▶ [REQUIRED WORK]
Search the data for "points". Each line containing it is to be copied.
** DATA FOR THIS TASK follows **
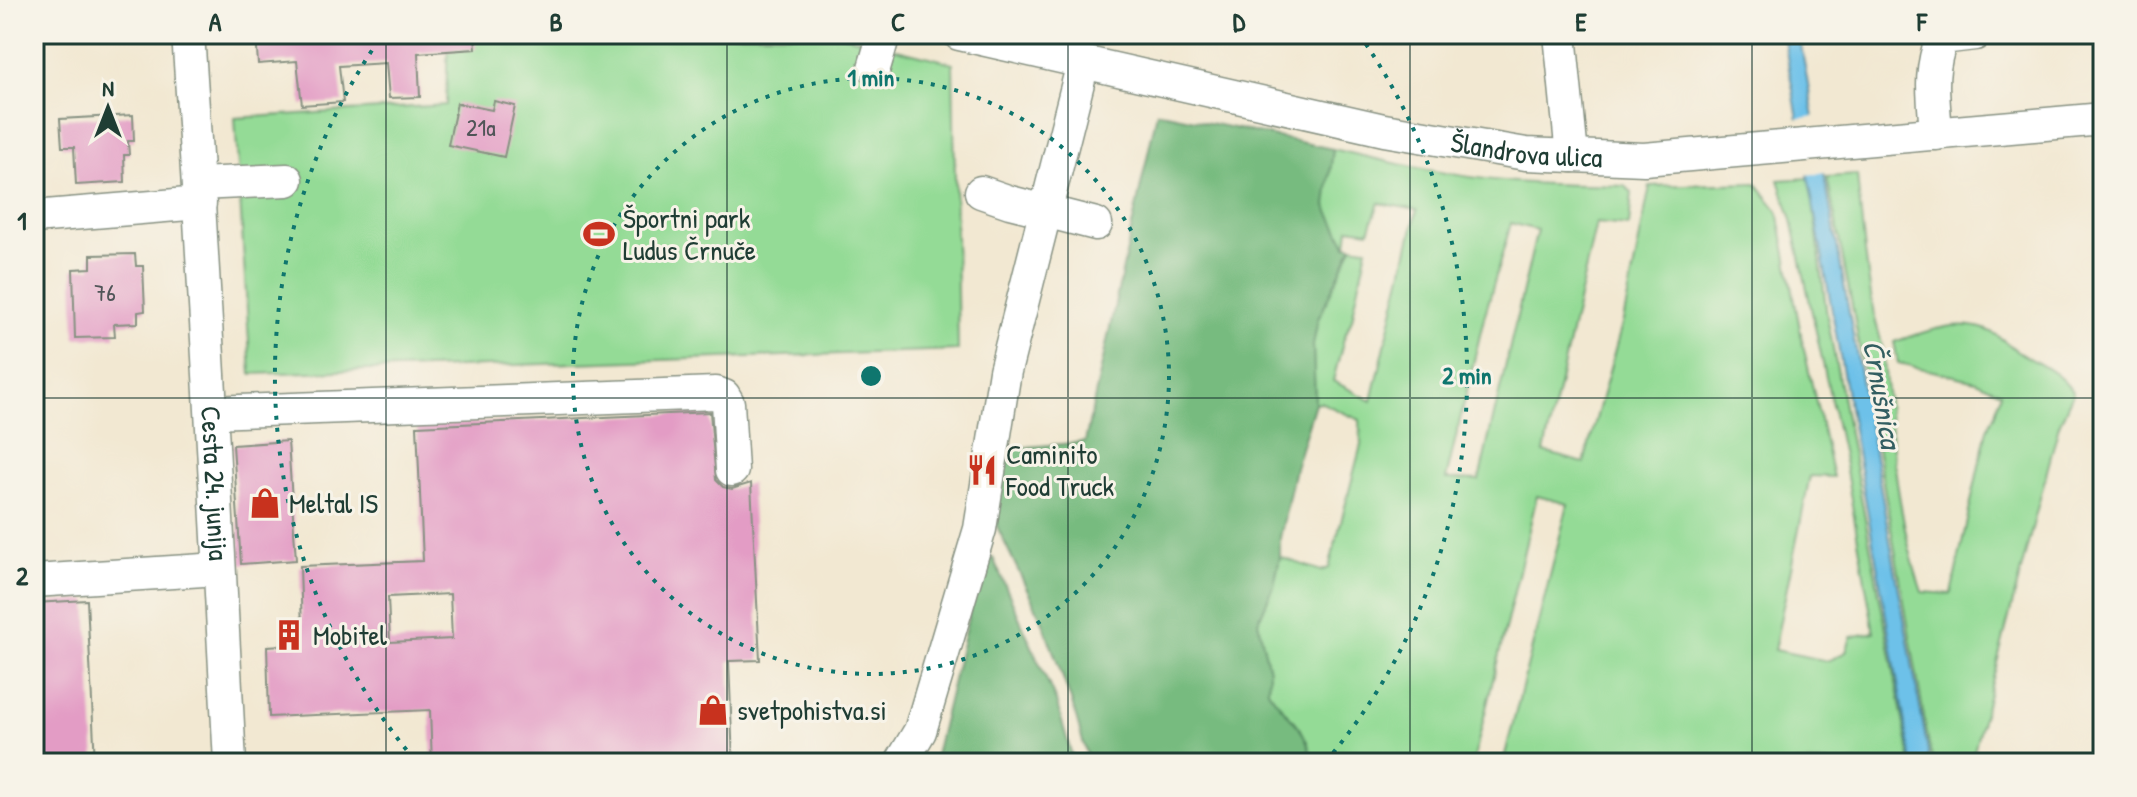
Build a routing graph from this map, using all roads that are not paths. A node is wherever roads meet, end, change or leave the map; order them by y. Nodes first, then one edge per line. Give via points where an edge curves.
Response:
1 (188, 34) edge
2 (884, 34) edge
3 (959, 34) edge
4 (1560, 34) edge
5 (1975, 34) edge
6 (1083, 63) junction
7 (874, 68) dead end
8 (2103, 119) edge
9 (1936, 134) junction
10 (1572, 156) junction
11 (287, 180) dead end
12 (981, 192) dead end
13 (199, 194) junction
14 (1047, 212) junction
15 (34, 217) edge
16 (1096, 224) dead end
17 (213, 412) junction
18 (732, 470) dead end
19 (219, 569) junction
20 (34, 581) edge
21 (230, 763) edge
22 (901, 763) edge

1 - 13 street, Cesta 24. junija
2 - 7 street
3 - 6 street, Šlandrova ulica
4 - 10 street
5 - 9 street via 1942,38 1934,57
6 - 10 street, Šlandrova ulica via 1384,130 1526,154
6 - 14 street
8 - 9 street, Šlandrova ulica
9 - 10 street, Šlandrova ulica via 1644,159
11 - 13 street
12 - 14 street
13 - 15 street
13 - 17 street, Cesta 24. junija
14 - 16 street
14 - 22 street via 1005,371 980,529 920,731
17 - 18 street via 716,393 728,403
17 - 19 street, Cesta 24. junija
19 - 20 street
19 - 21 street, Cesta 24. junija

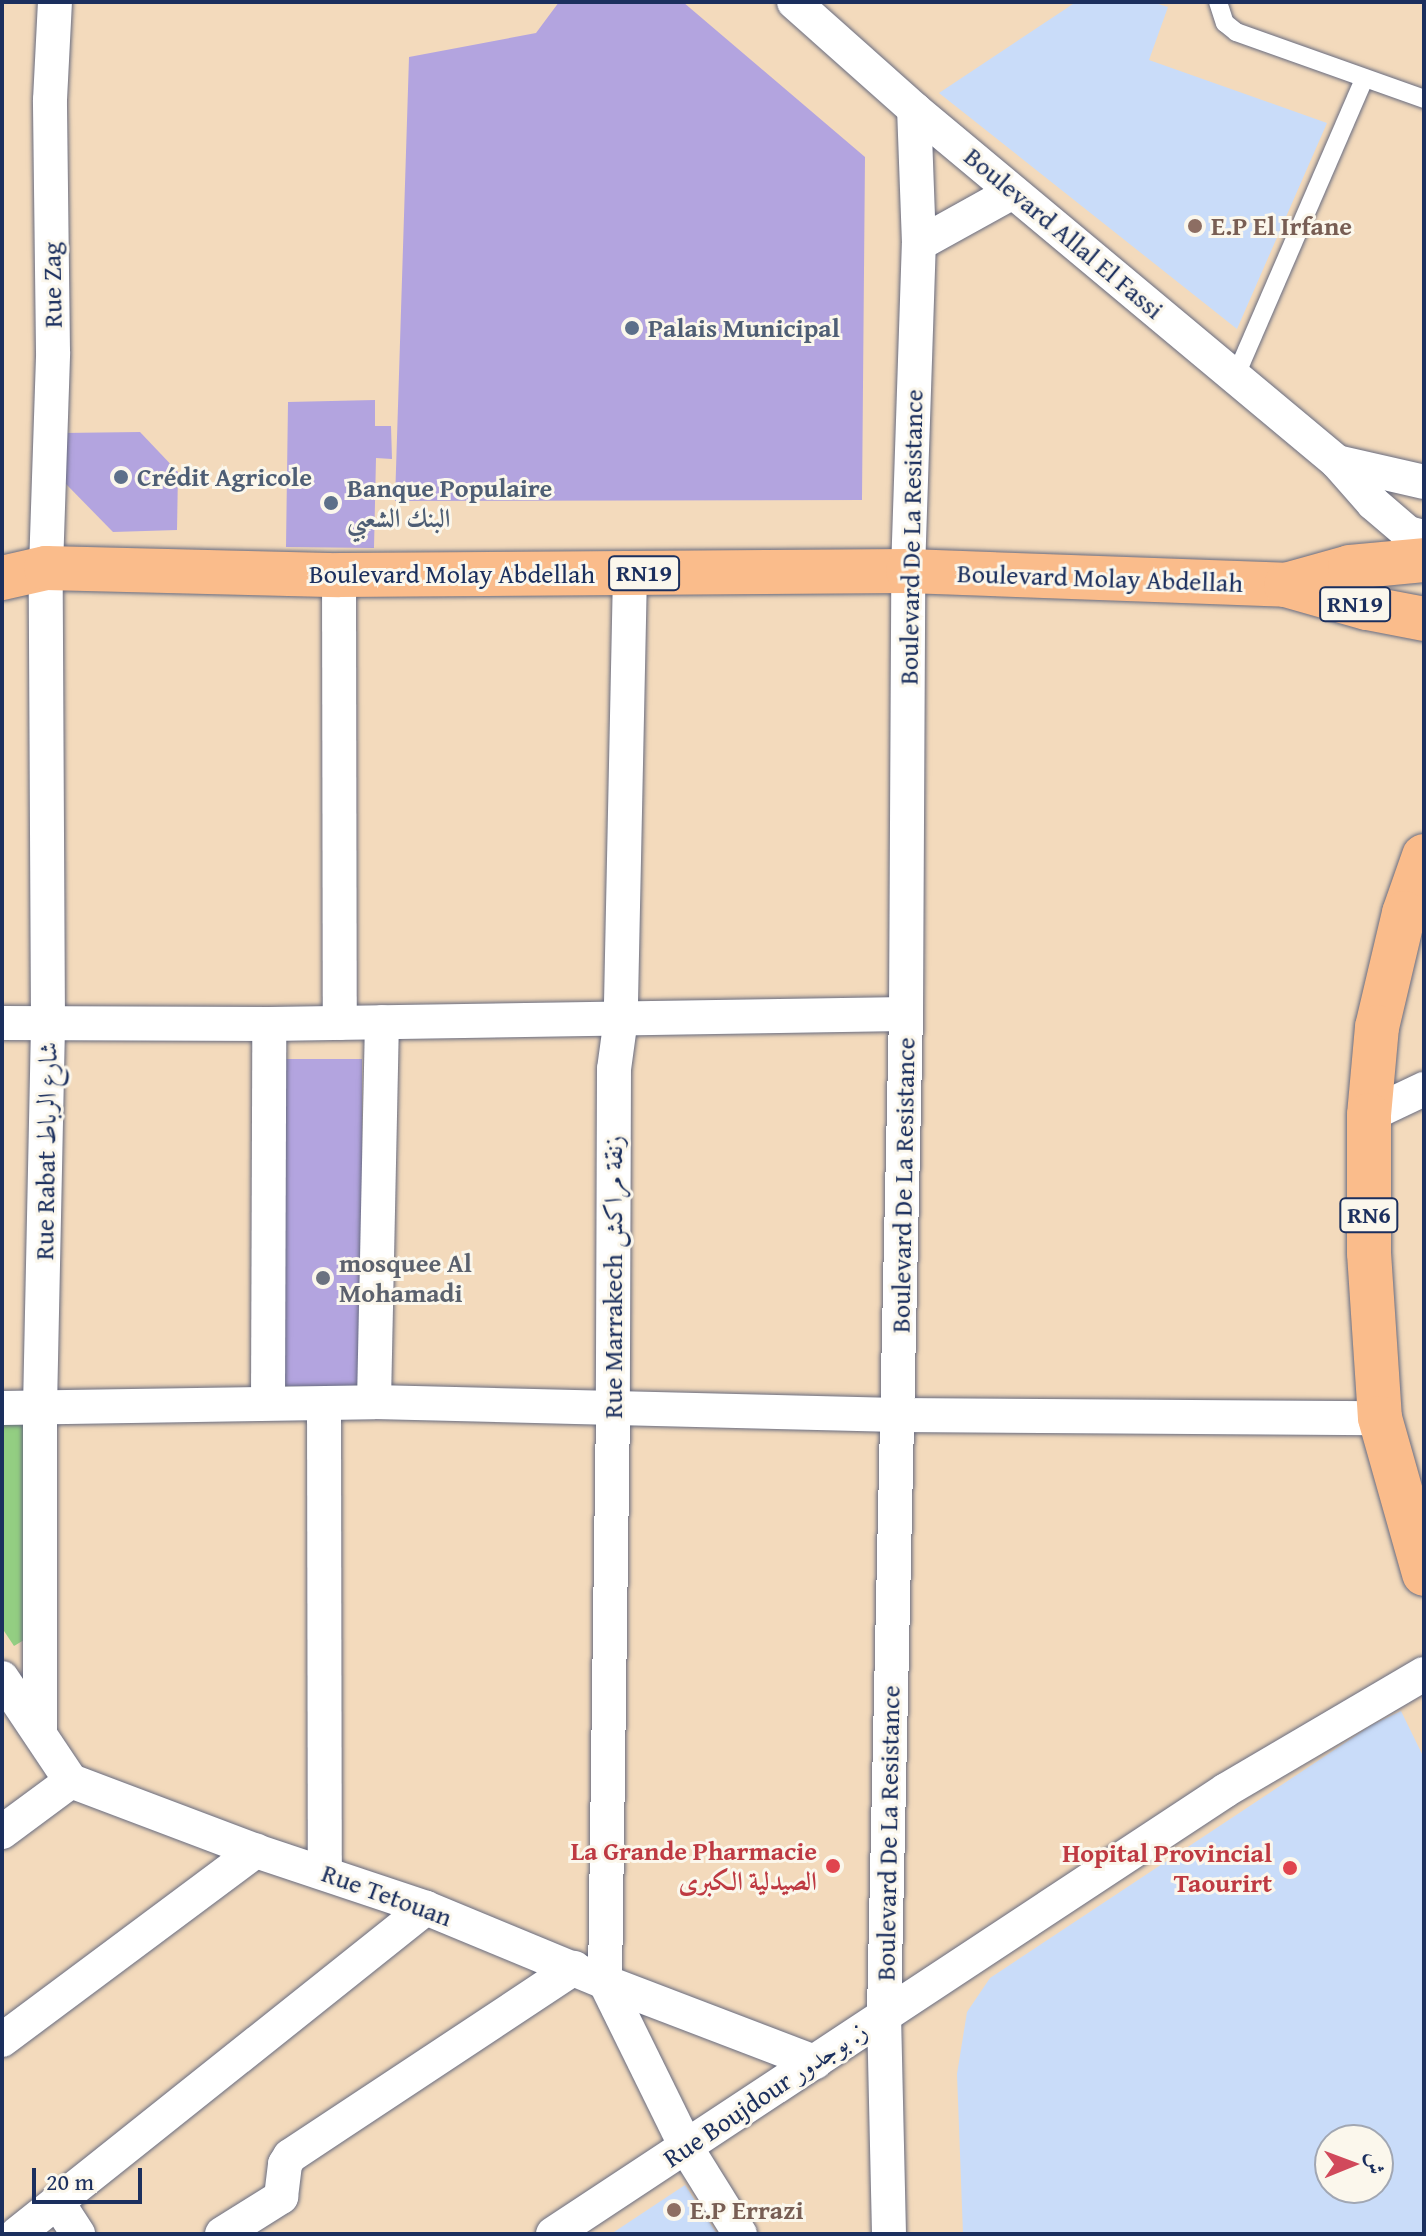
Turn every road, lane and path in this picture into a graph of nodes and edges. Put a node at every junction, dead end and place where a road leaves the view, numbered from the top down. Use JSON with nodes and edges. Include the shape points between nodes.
** End of DATA FOR THIS TASK **
▶ [RESULT FOR THIS EXERCISE]
Build a routing graph from this map, using all roads that are not paths. A node is wherever roads meet, end, change or leave the map; order them by y. Nodes first, then one edge per line. Give via points where an edge curves.
Turn every road, lane and path in this picture into a graph of nodes and edges. Put a node at every junction, dead end and place where a road leaves the view, numbered from the top down. Use JSON with nodes and edges. Include the shape points between nodes.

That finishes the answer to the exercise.